## EXERCISE REQUIREMENTS
For the data below, report how many lines contain the string "CORBETT" and write nothing more.

━━ SOURCE MATERIAL

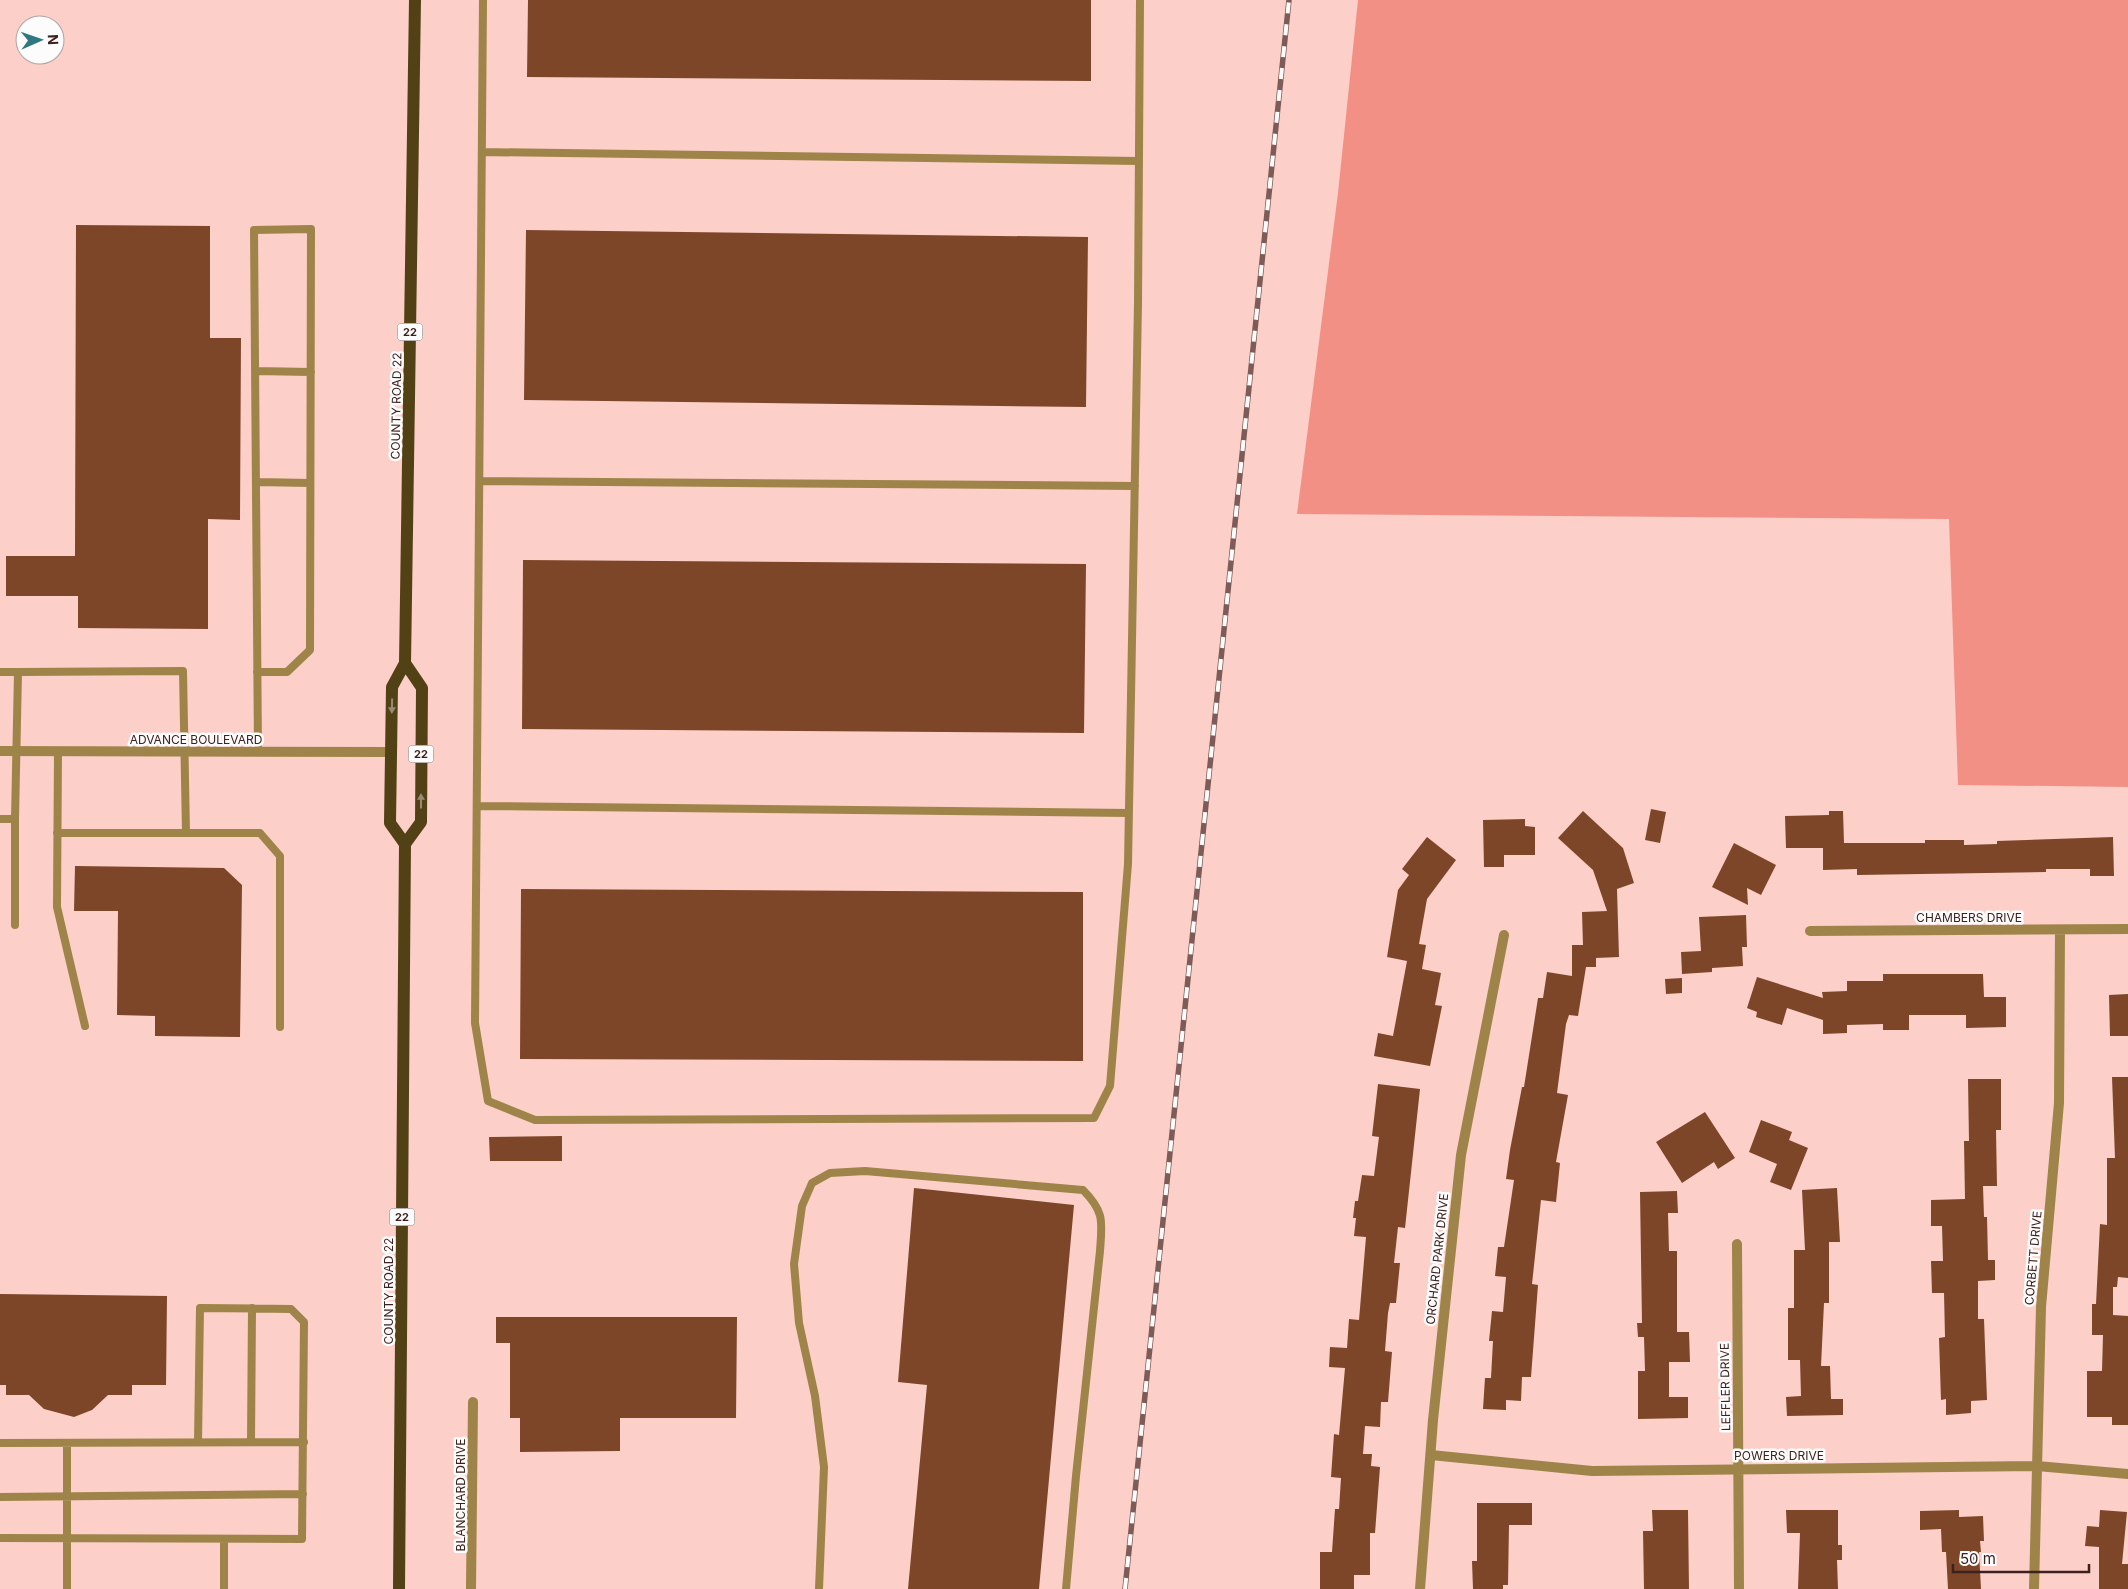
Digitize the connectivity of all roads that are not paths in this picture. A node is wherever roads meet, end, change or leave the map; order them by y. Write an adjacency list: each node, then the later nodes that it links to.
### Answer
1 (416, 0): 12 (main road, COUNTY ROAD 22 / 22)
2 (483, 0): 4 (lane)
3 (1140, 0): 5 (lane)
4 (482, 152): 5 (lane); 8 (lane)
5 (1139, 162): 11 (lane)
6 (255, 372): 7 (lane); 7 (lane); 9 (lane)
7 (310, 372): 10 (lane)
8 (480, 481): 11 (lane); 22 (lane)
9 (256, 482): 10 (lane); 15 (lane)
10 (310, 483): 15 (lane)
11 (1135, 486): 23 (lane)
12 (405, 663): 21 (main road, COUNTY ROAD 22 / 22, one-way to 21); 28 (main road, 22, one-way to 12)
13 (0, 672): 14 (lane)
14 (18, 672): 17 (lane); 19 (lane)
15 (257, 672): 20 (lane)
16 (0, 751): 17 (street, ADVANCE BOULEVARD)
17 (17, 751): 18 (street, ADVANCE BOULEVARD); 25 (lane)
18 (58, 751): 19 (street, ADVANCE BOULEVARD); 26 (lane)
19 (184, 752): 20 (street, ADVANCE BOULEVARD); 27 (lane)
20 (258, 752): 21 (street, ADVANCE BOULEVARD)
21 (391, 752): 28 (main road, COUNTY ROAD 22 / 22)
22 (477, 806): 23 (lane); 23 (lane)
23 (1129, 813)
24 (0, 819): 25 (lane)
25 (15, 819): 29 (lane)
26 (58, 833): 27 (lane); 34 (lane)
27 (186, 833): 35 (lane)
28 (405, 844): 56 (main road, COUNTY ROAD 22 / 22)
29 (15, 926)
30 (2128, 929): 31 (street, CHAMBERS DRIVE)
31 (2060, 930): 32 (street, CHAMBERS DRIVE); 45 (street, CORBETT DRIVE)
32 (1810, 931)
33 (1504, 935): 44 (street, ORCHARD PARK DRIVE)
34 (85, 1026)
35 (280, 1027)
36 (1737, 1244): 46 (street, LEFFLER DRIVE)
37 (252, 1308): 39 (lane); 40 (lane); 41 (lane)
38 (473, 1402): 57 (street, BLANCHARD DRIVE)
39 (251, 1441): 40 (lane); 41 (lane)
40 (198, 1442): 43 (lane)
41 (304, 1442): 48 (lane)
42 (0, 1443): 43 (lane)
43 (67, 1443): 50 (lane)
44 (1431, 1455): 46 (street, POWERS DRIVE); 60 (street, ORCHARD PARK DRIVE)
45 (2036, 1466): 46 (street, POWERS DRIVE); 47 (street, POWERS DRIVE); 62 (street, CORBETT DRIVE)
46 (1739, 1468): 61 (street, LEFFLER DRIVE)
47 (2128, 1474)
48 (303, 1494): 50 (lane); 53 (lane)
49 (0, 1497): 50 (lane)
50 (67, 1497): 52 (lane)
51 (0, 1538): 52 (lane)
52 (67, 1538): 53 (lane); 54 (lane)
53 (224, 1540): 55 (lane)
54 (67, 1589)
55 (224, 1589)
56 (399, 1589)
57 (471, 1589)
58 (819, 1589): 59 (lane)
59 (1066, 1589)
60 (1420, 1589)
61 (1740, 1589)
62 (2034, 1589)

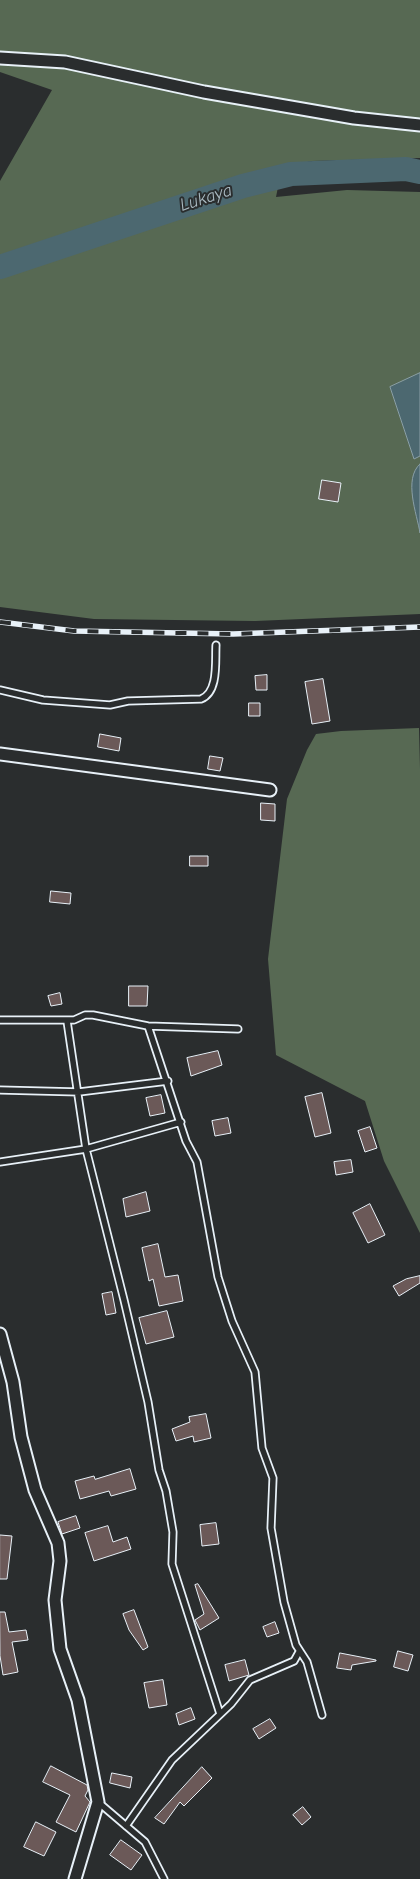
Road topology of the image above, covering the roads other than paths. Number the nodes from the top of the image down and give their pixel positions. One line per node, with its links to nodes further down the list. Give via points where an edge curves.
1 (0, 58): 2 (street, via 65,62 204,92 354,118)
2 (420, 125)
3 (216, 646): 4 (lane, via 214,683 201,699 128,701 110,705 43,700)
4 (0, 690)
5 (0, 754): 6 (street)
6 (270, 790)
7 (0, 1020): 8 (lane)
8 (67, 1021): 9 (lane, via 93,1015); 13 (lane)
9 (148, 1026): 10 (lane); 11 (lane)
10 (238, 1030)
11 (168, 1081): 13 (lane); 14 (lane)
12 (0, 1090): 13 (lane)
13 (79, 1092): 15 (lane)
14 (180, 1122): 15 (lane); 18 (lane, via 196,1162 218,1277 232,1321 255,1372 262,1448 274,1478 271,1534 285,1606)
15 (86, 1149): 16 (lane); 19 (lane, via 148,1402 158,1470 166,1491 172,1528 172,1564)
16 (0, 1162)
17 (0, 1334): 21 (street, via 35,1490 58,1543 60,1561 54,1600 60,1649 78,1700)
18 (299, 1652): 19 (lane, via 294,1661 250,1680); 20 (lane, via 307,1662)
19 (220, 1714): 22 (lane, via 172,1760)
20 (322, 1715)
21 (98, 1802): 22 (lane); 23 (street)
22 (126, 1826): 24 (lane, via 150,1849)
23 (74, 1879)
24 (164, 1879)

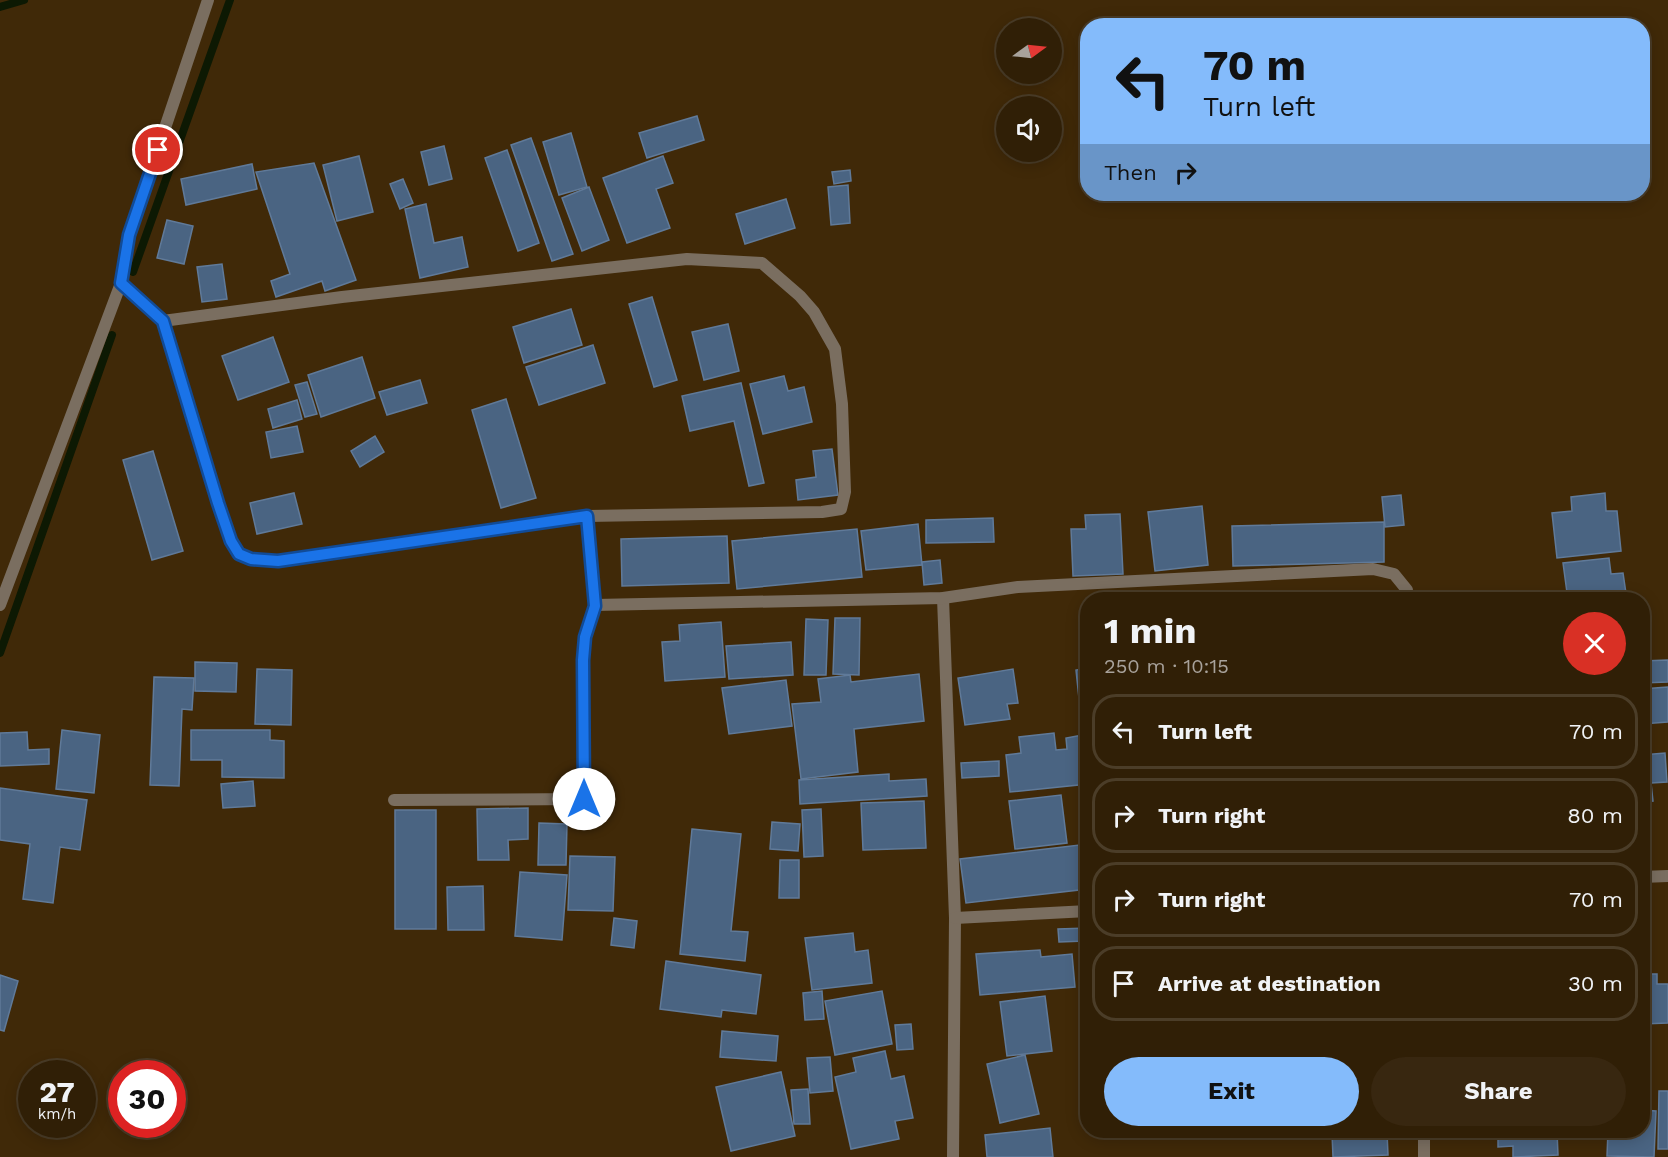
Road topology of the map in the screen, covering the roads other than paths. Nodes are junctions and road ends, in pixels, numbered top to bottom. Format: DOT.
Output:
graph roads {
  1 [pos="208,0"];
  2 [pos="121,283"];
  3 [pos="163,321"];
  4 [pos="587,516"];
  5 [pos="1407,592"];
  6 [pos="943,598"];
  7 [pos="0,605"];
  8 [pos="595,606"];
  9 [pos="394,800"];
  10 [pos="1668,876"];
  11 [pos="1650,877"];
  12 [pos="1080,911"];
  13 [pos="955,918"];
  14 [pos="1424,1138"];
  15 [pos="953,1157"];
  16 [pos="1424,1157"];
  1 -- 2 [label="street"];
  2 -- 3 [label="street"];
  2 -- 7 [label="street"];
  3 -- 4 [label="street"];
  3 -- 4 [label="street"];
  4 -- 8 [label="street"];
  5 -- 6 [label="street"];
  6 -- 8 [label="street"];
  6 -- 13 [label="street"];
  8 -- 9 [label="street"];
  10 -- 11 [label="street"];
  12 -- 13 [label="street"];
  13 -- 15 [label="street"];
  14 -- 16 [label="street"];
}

━━━━

## SOLUTION TO THIS TASK
2